Motion sequencing is what I do on my synths but having this built into to a ROMpler is rather unique and far more exciting than Pad Scratchers and their Roli controllers....


----------



## muziksculp (May 26, 2016)

Hi,

The Yamaha Montage sounds amazing !

I got my Montage 7 just a few days ago, and so far loving it. It is quite a deep instrument. Lots of possibilities for sound design, and a great performance keyboard.

I'm just beginning my journey of discovering this new marvel from Yamaha. Given that most of the emphasis here is Sample Libraries, (mostly Kontakt based), a Rompler like the Montage is not the most popular tool around this forum. But, I'm still old-fashioned, and love using, and programming HW Romplers. With the FMX engine the possibilities are quite endless. Lots of power under the hood. The Super Knob is pretty cool, although I have not gotten to program it yet, but I think that alone can keep me busy for years.

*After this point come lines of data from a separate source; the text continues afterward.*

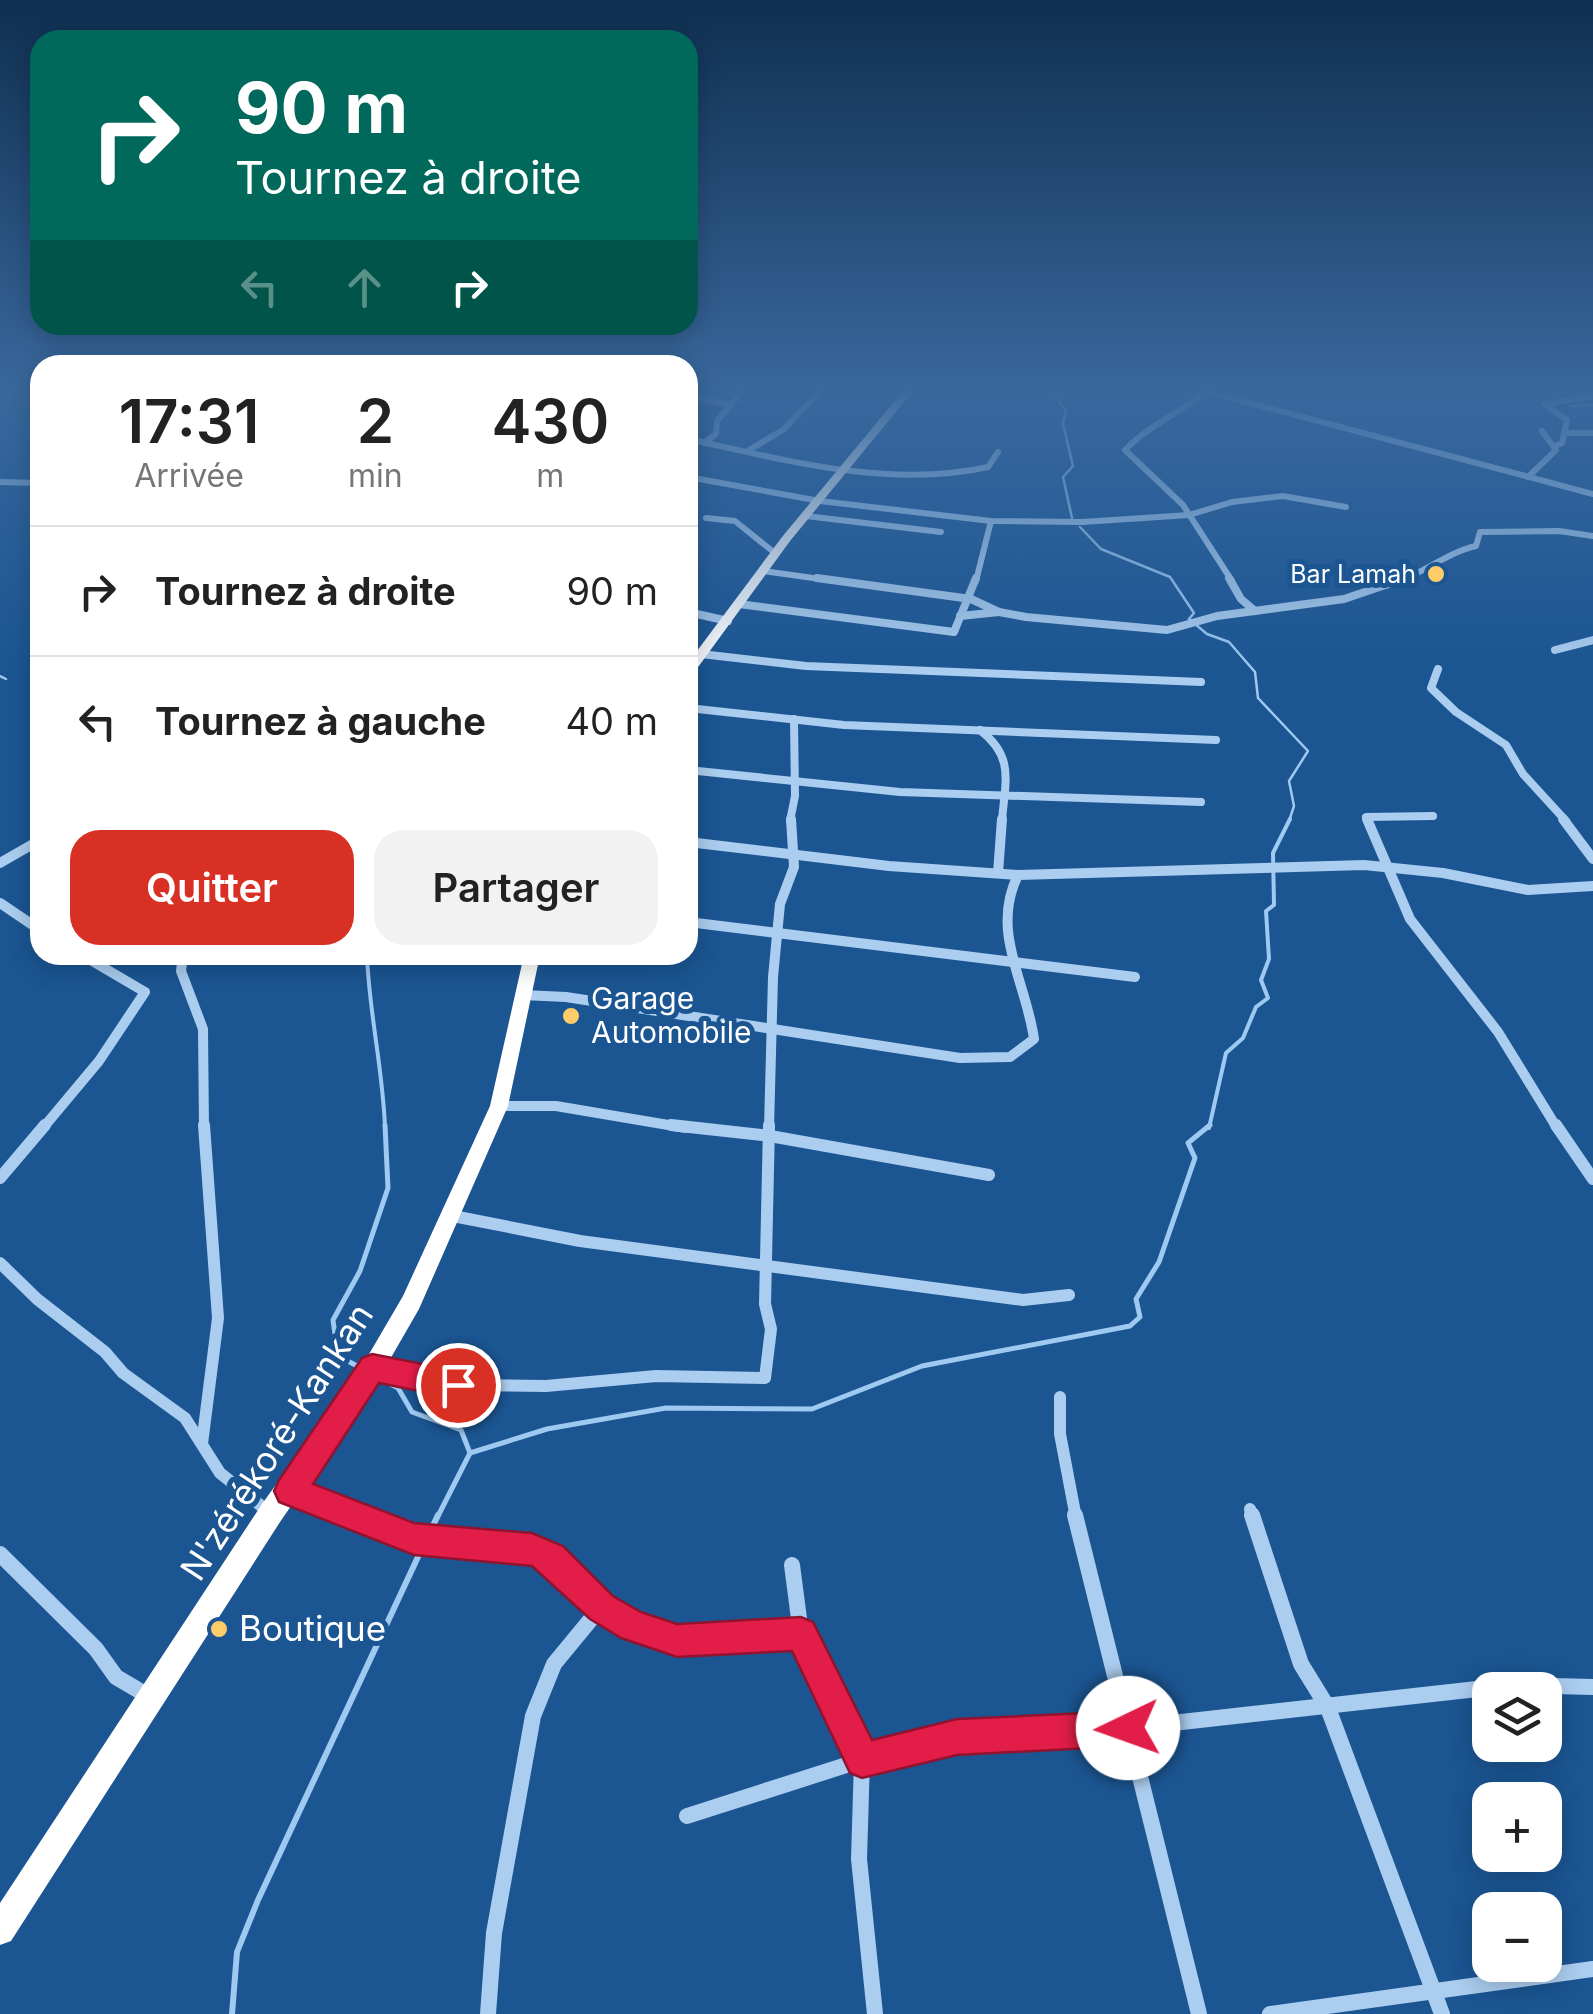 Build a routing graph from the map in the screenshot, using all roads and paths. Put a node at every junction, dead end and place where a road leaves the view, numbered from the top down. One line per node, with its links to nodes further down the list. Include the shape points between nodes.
1 (732, 485): 6 (street)
2 (832, 485): 6 (highway)
3 (1159, 485): 8 (street)
4 (1559, 485): 5 (street)
5 (1593, 494)
6 (820, 501): 9 (highway); 11 (street)
7 (1346, 507): 8 (street, via 1283,496)
8 (1189, 515): 11 (street); 18 (street)
9 (806, 516): 12 (street); 14 (highway)
10 (706, 518): 14 (street, via 735,522)
11 (990, 521): 16 (street)
12 (941, 532)
13 (1593, 536): 18 (street, via 1480,532 1476,546 1392,584 1306,608)
14 (776, 554): 15 (highway)
15 (763, 572): 16 (street); 17 (highway)
16 (971, 599): 19 (street); 21 (street)
17 (740, 604): 21 (street, via 954,632); 22 (highway)
18 (1255, 611): 19 (street, via 1167,630)
19 (999, 612): 21 (street)
20 (698, 614): 22 (street)
21 (960, 616)
22 (728, 621): 25 (highway)
23 (1593, 640): 24 (street)
24 (1554, 650)
25 (700, 654): 26 (highway); 28 (street, via 806,666)
26 (698, 657)
27 (1438, 669): 43 (street, via 1431,688 1506,744)
28 (1201, 682)
29 (698, 709): 30 (street)
30 (794, 719): 31 (street); 34 (street)
31 (979, 729): 32 (street); 35 (street, via 999,745 1006,766)
32 (1216, 740)
33 (698, 771): 34 (street)
34 (796, 783): 35 (street); 42 (street, via 789,829)
35 (1002, 793): 36 (street); 46 (street)
36 (1201, 802)
37 (1433, 816): 45 (street, via 1366,817)
38 (698, 843): 42 (street)
39 (30, 846): 40 (street)
40 (26, 849): 41 (street); 44 (street)
41 (30, 850)
42 (794, 854): 46 (street); 52 (street)
43 (1593, 859)
44 (0, 863)
45 (1384, 866): 47 (street); 48 (street, via 1528,890); 64 (street, via 1410,919 1498,1032)
46 (998, 873): 47 (street)
47 (1018, 875): 53 (street, via 1006,898)
48 (1591, 888)
49 (0, 904): 51 (street)
50 (698, 923): 52 (street)
51 (30, 924)
52 (776, 929): 53 (street); 59 (street)
53 (1012, 964): 57 (street); 59 (street, via 1033,1015 1034,1039 1008,1060)
54 (99, 965): 63 (street, via 145,992 99,1060)
55 (181, 965): 71 (street, via 203,1029 219,1337)
56 (530, 965): 58 (highway, N'zérékoré-Kankan)
57 (1135, 977)
58 (523, 995): 59 (street); 60 (highway, N'zérékoré-Kankan)
59 (775, 1032): 61 (street)
60 (499, 1106): 61 (street, via 556,1106); 65 (highway, N'zérékoré-Kankan)
61 (770, 1136): 62 (street); 67 (street)
62 (989, 1175)
63 (0, 1178)
64 (1593, 1179)
65 (453, 1216): 67 (street, via 580,1241); 69 (highway, N'zérékoré-Kankan)
66 (0, 1263): 71 (street, via 122,1373 185,1418)
67 (770, 1264): 68 (street, via 1023,1300); 69 (street, via 765,1378 458,1385)
68 (1069, 1295)
69 (372, 1368): 72 (highway, N'zérékoré-Kankan)
70 (1060, 1397): 82 (street, via 1060,1434 1079,1536)
71 (202, 1444): 74 (street, via 220,1473)
72 (290, 1491): 74 (highway, N'zérékoré-Kankan); 77 (street, via 414,1539 532,1550 552,1558)
73 (1250, 1508): 81 (street, via 1301,1664)
74 (271, 1513): 80 (highway, N'zérékoré-Kankan)
75 (0, 1554): 80 (street, via 116,1677)
76 (792, 1566): 78 (street)
77 (601, 1607): 78 (street, via 677,1640); 88 (street, via 554,1664 533,1716 494,1933)
78 (801, 1634): 83 (street)
79 (1593, 1687): 81 (street, via 1513,1685)
80 (151, 1698): 85 (highway, N'zérékoré-Kankan)
81 (1328, 1708): 82 (street); 87 (street)
82 (1128, 1728): 83 (street, via 957,1737); 90 (street)
83 (862, 1760): 84 (street); 89 (street, via 859,1859)
84 (687, 1816)
85 (0, 1930)
86 (1593, 1969): 87 (street)
87 (1431, 1990): 91 (street); 92 (street)
88 (488, 2014)
89 (875, 2014)
90 (1198, 2014)
91 (1270, 2014)
92 (1442, 2014)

I am hoping that Steinberg/Yamaha will bring the Montage Integration closer to Cubase, (Most likely when Cubase Pro 9) is released. I feel they didn't focus much on the Integration with Cubase Pro 8. i.e. (It doesn't provide control surface functionality for Cubase Pro 8, which you would think would be something they would have done, given that the Montage doesn't have a sophisticated onboard Pattern-Sequencer like the Motif Line).

Anyways..so far no one on this forum has indicated that they are getting. or have a Yamaha Montage. So, I might be the only forum member with a Super-Knob Synth for now  , also changed my forum Avatar to the cool Super-Knob. 

Cheers,
Muziksculp


----------



## whinecellar (Aug 30, 2016)

muziksculp said:


> ...Anyways..so far no one on this forum has indicated that they are getting. or have a Yamaha Montage...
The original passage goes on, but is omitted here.